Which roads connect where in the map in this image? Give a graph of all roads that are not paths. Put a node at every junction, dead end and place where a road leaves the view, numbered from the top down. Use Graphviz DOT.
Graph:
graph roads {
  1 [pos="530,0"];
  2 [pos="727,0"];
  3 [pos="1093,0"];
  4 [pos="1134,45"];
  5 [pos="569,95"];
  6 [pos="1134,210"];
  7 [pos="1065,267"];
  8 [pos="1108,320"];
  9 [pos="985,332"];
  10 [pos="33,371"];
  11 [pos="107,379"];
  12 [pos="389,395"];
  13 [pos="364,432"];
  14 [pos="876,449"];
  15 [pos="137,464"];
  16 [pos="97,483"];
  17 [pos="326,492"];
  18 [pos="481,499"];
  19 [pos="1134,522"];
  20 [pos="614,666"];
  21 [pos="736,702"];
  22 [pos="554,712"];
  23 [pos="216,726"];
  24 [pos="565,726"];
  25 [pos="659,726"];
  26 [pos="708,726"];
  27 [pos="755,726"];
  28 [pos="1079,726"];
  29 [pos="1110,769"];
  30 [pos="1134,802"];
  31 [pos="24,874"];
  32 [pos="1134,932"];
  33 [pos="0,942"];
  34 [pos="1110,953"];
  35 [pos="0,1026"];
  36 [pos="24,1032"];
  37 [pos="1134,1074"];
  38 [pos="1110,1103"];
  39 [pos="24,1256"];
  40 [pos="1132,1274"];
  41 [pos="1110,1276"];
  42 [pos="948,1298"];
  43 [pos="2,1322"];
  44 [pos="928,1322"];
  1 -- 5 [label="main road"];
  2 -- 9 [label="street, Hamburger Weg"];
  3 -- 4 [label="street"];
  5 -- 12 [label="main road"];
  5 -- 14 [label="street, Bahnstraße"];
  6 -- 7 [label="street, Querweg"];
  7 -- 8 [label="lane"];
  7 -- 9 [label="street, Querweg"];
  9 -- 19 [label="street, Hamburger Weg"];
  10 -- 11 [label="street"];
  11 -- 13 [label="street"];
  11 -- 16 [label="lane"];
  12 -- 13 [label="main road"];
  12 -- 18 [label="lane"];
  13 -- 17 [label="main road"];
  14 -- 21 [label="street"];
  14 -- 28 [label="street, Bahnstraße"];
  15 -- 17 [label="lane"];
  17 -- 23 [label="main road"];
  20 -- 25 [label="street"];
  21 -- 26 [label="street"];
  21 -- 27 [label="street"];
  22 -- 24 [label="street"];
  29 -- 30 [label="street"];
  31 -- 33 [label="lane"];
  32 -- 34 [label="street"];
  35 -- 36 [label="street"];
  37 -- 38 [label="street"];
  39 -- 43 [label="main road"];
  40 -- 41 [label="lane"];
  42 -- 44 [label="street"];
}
----
- PROBLEM REQUIREMENTS -
Going through the entries above, tally every line that contains the string "main", then state only the total.

- YOUR SOLUTION -
6